The 10 Organization of the Petroleum Exporting Countries (OPEC) members obligated to reduce oil output under the landmark agreement signed late last year achieved 91% of their required cuts in January, with their production falling 1.14 million barrels per day from October levels, according to the latest survey of OPEC and oil industry officials and analysts by S&P Global Platts.

Those cuts were, however, offset partly by output gains in Libya and Nigeria, which are exempt from the accord, and Iran, which is allowed to increase its production slightly.

“The market has taken early indications of compliance with the OPEC/non-OPEC production agreement bullishly, and, indeed, the cuts that OPEC made in January look strong so far. But as we are just barely into the six-month deal, it’ll take a few more months of monitoring to know whether the discipline that OPEC is displaying will hold,” OPEC specialist of S&P Global Platts Herman Wang said.

In all, OPEC’s 13 members — not including Indonesia, which suspended its membership at the group’s last meeting — produced 32.16 million barrels per day in January, a 690,000 barrels per day decline from December, the S&P Global Platts survey showed.

With Indonesia, the organisation’s January production totaled 32.89 million barrels per day. Under the agreement, OPEC pledged to cut 1.2 million barrels per day from its October output levels for six months starting from January 1 and freeze production at around 32.5 million barrels per day, including Indonesia. Eleven non-OPEC countries led by Russia have also agreed to cut output by 558,000 barrels per day in the first half of 2017.

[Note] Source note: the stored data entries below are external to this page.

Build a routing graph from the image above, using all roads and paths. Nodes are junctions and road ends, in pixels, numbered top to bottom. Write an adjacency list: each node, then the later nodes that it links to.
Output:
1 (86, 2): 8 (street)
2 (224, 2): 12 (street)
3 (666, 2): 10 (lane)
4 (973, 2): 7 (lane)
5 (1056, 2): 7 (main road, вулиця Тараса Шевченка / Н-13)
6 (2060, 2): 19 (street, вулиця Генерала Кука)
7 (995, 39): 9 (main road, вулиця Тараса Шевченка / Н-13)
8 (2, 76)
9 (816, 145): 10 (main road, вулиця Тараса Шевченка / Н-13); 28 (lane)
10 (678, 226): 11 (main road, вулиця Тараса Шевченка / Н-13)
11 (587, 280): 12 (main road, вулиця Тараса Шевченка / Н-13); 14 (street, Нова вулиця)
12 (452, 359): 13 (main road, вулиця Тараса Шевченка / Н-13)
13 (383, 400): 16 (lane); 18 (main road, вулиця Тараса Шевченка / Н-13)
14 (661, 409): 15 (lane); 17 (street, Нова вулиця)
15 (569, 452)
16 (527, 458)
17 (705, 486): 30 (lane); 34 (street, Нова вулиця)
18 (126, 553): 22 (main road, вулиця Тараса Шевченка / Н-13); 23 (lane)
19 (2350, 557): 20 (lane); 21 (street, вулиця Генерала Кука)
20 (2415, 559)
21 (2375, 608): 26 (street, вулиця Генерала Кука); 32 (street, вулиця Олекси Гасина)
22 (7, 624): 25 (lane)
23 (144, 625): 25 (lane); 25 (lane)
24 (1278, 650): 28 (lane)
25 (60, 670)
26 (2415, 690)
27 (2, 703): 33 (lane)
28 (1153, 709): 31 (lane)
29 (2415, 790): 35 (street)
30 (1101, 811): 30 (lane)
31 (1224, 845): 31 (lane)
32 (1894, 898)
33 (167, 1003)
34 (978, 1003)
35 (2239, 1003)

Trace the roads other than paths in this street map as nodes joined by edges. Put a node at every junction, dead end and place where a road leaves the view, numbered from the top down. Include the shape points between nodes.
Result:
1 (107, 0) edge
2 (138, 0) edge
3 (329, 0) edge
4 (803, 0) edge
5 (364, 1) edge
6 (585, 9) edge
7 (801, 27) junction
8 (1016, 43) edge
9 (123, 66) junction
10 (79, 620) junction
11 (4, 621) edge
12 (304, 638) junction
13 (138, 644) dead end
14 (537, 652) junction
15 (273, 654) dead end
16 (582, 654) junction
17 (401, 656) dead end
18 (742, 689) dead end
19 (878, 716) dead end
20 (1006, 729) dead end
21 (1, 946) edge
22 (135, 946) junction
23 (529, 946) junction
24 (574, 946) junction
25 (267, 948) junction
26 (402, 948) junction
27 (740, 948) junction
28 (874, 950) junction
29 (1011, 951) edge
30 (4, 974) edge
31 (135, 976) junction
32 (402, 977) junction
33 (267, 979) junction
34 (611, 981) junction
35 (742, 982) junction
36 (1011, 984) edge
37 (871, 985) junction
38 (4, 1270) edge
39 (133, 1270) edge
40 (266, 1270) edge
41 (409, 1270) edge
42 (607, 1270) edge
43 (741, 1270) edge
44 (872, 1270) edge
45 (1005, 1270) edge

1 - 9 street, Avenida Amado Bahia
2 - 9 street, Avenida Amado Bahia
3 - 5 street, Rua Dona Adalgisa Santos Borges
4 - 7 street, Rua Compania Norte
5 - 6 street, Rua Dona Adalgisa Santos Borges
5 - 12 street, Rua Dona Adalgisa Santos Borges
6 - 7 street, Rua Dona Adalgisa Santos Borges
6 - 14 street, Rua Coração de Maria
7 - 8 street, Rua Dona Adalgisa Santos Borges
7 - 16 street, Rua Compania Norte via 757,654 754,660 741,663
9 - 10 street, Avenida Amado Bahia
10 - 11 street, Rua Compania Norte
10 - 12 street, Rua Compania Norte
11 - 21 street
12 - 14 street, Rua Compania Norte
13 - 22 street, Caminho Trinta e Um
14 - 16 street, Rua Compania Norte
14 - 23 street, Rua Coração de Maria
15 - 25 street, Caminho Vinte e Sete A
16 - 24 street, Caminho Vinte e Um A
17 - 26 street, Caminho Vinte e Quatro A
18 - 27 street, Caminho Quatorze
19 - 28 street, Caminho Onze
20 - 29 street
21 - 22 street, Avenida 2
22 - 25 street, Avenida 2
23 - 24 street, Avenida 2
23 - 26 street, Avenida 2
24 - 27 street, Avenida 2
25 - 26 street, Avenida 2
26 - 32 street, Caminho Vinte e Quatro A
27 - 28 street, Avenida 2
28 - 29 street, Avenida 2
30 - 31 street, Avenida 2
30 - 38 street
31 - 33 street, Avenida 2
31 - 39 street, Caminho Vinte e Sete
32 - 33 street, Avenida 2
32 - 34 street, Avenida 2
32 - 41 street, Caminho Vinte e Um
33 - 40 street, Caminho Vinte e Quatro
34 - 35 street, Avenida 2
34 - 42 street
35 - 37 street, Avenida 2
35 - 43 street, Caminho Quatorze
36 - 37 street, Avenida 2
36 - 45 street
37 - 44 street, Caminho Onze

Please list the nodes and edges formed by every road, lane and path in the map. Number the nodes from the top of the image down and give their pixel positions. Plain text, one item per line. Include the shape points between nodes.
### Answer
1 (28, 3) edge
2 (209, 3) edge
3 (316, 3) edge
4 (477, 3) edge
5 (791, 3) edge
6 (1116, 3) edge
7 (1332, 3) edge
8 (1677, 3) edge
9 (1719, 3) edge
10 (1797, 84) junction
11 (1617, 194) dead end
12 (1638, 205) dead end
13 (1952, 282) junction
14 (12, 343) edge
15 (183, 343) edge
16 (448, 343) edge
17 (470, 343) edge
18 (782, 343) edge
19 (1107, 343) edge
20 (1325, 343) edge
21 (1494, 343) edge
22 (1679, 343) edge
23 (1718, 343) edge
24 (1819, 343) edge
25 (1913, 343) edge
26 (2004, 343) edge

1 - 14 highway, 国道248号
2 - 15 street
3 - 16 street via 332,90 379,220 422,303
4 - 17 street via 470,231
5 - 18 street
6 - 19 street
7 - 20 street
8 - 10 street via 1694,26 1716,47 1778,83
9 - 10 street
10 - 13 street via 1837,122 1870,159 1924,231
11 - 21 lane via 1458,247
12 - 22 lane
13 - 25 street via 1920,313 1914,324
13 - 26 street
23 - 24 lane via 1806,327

The survey shows that several OPEC countries covered by the agreement still need to make some progress in lowering output to their allocations, though the over compliance of Saudi Arabia, Kuwait and Angola helps compensate. Since the deal covers an average of January to June output, some month-to-month fluctuations are to be expected. Riyadh has backed up the strong words of Saudi Energy Minister Khalid al-Falih, who played a key role in negotiating the agreement, with its January production falling to 9.98 million barrels per day, according to the Platts survey.

Iraq, which had sought an exemption from the deal, has the most barrels to cut to reach its allocation, with January output at 4.48 million barrels per day, according to the survey, while its quota is 4.35 million barrels per day.